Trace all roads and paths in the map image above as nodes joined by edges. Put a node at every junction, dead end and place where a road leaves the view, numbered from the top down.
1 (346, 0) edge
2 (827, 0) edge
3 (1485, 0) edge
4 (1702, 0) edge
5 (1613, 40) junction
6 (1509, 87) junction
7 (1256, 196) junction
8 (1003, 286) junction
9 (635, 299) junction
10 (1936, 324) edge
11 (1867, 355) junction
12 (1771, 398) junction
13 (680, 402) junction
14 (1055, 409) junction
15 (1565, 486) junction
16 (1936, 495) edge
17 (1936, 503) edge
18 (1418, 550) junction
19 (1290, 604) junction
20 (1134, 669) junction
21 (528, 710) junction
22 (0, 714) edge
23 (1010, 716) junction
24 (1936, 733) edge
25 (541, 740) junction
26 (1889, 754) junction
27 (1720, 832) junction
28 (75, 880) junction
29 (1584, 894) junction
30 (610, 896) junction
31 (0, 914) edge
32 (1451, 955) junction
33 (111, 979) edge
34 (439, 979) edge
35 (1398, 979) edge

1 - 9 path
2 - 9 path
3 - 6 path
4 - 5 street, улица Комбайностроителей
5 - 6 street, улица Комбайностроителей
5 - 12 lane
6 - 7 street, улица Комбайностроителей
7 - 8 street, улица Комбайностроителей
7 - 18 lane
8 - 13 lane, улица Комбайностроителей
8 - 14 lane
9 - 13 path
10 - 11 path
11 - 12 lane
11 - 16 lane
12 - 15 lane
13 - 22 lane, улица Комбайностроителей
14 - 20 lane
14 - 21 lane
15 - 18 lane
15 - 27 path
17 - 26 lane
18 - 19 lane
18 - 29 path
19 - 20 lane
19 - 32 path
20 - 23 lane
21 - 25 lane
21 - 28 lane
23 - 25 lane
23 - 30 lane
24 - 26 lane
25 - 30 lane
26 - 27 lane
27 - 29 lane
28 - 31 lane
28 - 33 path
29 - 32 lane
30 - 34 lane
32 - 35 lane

** WHAT THE TASK REQUIRES **
An exact copy of every entry above is required.

** FINAL ANSWER **
Trace all roads and paths in the map image above as nodes joined by edges. Put a node at every junction, dead end and place where a road leaves the view, numbered from the top down.
1 (346, 0) edge
2 (827, 0) edge
3 (1485, 0) edge
4 (1702, 0) edge
5 (1613, 40) junction
6 (1509, 87) junction
7 (1256, 196) junction
8 (1003, 286) junction
9 (635, 299) junction
10 (1936, 324) edge
11 (1867, 355) junction
12 (1771, 398) junction
13 (680, 402) junction
14 (1055, 409) junction
15 (1565, 486) junction
16 (1936, 495) edge
17 (1936, 503) edge
18 (1418, 550) junction
19 (1290, 604) junction
20 (1134, 669) junction
21 (528, 710) junction
22 (0, 714) edge
23 (1010, 716) junction
24 (1936, 733) edge
25 (541, 740) junction
26 (1889, 754) junction
27 (1720, 832) junction
28 (75, 880) junction
29 (1584, 894) junction
30 (610, 896) junction
31 (0, 914) edge
32 (1451, 955) junction
33 (111, 979) edge
34 (439, 979) edge
35 (1398, 979) edge

1 - 9 path
2 - 9 path
3 - 6 path
4 - 5 street, улица Комбайностроителей
5 - 6 street, улица Комбайностроителей
5 - 12 lane
6 - 7 street, улица Комбайностроителей
7 - 8 street, улица Комбайностроителей
7 - 18 lane
8 - 13 lane, улица Комбайностроителей
8 - 14 lane
9 - 13 path
10 - 11 path
11 - 12 lane
11 - 16 lane
12 - 15 lane
13 - 22 lane, улица Комбайностроителей
14 - 20 lane
14 - 21 lane
15 - 18 lane
15 - 27 path
17 - 26 lane
18 - 19 lane
18 - 29 path
19 - 20 lane
19 - 32 path
20 - 23 lane
21 - 25 lane
21 - 28 lane
23 - 25 lane
23 - 30 lane
24 - 26 lane
25 - 30 lane
26 - 27 lane
27 - 29 lane
28 - 31 lane
28 - 33 path
29 - 32 lane
30 - 34 lane
32 - 35 lane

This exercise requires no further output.